Jakarta (12/11) — Wakil Ketua Komisi X DPR RI, Kurniasih Mufidayati, sepakat dengan Menteri Pendidikan Dasar dan Menengah (Mendikdasmen) yang menyebut tiga dosa besar dunia pendidikan saat ini, yakni perundungan (bullying), kekerasan seksual, dan intoleransi.
Anggota Fraksi PKS DPR RI ini mengatakan, ketiga persoalan itu sebagai tanda darurat moral yang harus diatasi secara sistemik lewat pendidikan, dari hulu ke hilir.
“Sekolah seharusnya menjadi ruang aman bagi anak-anak untuk tumbuh dan belajar dengan rasa percaya diri, bukan menjadi tempat yang menakutkan karena adanya kekerasan, pelecehan, atau diskriminasi,” ujar Kurniasih di Jakarta, Rabu (12/11).
Kurniasih menyebut, perundungan dan kekerasan seksual di sekolah sering kali terjadi karena lemahnya sistem perlindungan anak di satuan pendidikan.
Sementara itu, intoleransi di lingkungan pendidikan juga dinilai Kurniasih sebagai ancaman serius bagi masa depan bangsa. “Pendidikan seharusnya menjadi laboratorium kebinekaan, tempat anak-anak belajar menghargai perbedaan. Jika intoleransi dibiarkan, maka generasi muda akan tumbuh dengan kebencian, bukan empati,” tegas legislator dari Fraksi PKS itu.
Kurniasih menekankan pentingnya solusi komprehensif yang melibatkan semua pihak. Dari hulu, ia menilai perlu ada penguatan regulasi yang mengikat setiap sekolah memiliki sistem perlindungan anak di sekolah.
Sistem ini, menurutnya, harus mencakup kebijakan anti-bullying, pencegahan kekerasan seksual, dan pendidikan toleransi. Selain itu, pemerintah pusat dan daerah perlu memastikan adanya anggaran khusus untuk pelatihan guru dan tenaga pendidik agar mampu mendeteksi dini tanda-tanda kekerasan dan intoleransi di lingkungan belajar.
Ia juga mendorong integrasi nilai-nilai karakter, moderasi beragama, dan literasi sosial-emosional ke dalam kurikulum. “Kurikulum harus menumbuhkan empati, menghargai perbedaan, serta kemampuan mengelola emosi dan konflik. Ini kunci agar siswa tidak hanya cerdas, tetapi juga berjiwa sehat dan beradab,” katanya.
Di tingkat sekolah, Kurniasih menilai penting adanya tim khusus yang bertanggung jawab atas keamanan dan inklusivitas lingkungan belajar. Setiap laporan kasus, kata dia, harus ditangani cepat, transparan. Ia juga mendorong sekolah untuk bekerja sama dengan psikolog, konselor, serta lembaga perlindungan anak dalam menyediakan layanan pendampingan dan rehabilitasi.
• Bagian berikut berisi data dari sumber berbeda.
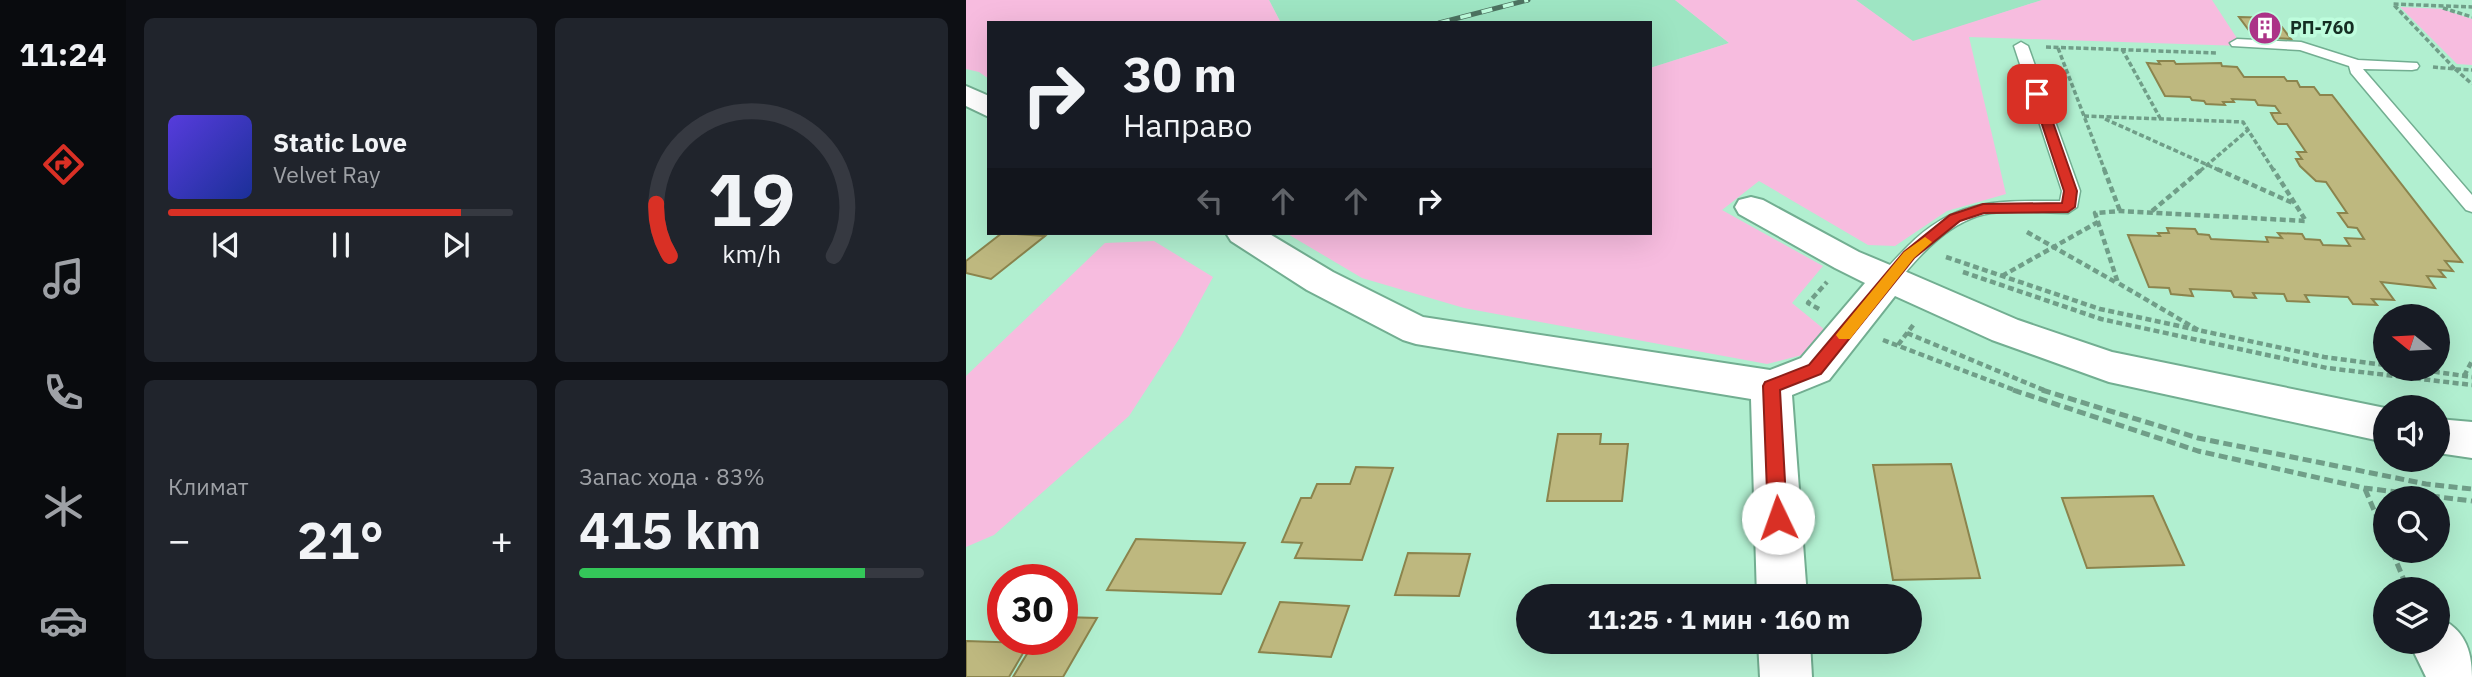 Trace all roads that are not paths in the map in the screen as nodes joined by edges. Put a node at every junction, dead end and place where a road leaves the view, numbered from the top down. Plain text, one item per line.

“Budaya diam terhadap kekerasan harus diakhiri. Sekolah tidak boleh menjadi tempat yang melindungi pelaku dan mengorbankan korban. Setiap anak berhak merasa aman, didengar, dan dilindungi,” ujarnya.
Selain itu, ia menegaskan perlunya keterlibatan aktif orang tua dan masyarakat dalam menciptakan lingkungan yang bebas kekerasan dan intoleransi. Menurutnya, pendidikan karakter tidak bisa berhenti di ruang kelas, melainkan harus menjadi gerakan sosial bersama.
“Pemerintah, guru, orang tua, tokoh agama, dan media harus satu suara melawan kekerasan dan intoleransi. Anak-anak meniru dari apa yang mereka lihat dan dengar. Kalau orang dewasa memberi teladan kebencian, maka sekolah tidak akan pernah aman,” tambahnya.
Kurniasih juga menyoroti pentingnya evaluasi berkala terhadap kebijakan sekolah aman dan inklusif. Ia mendorong adanya audit independen untuk menilai sejauh mana kebijakan anti-bullying dan anti-kekerasan dijalankan secara nyata. Hasil audit, kata dia, harus dipublikasikan secara transparan agar publik dapat menilai kemajuan dan mendorong akuntabilitas lembaga pendidikan.
“Masalah ini tidak bisa diselesaikan dengan seremonial atau kampanye singkat. Diperlukan perubahan budaya yang mendalam dan berkelanjutan. Kita harus berani membangun ekosistem pendidikan yang menumbuhkan kasih sayang, rasa aman, dan penghargaan terhadap perbedaan,” tutup Kurniasih.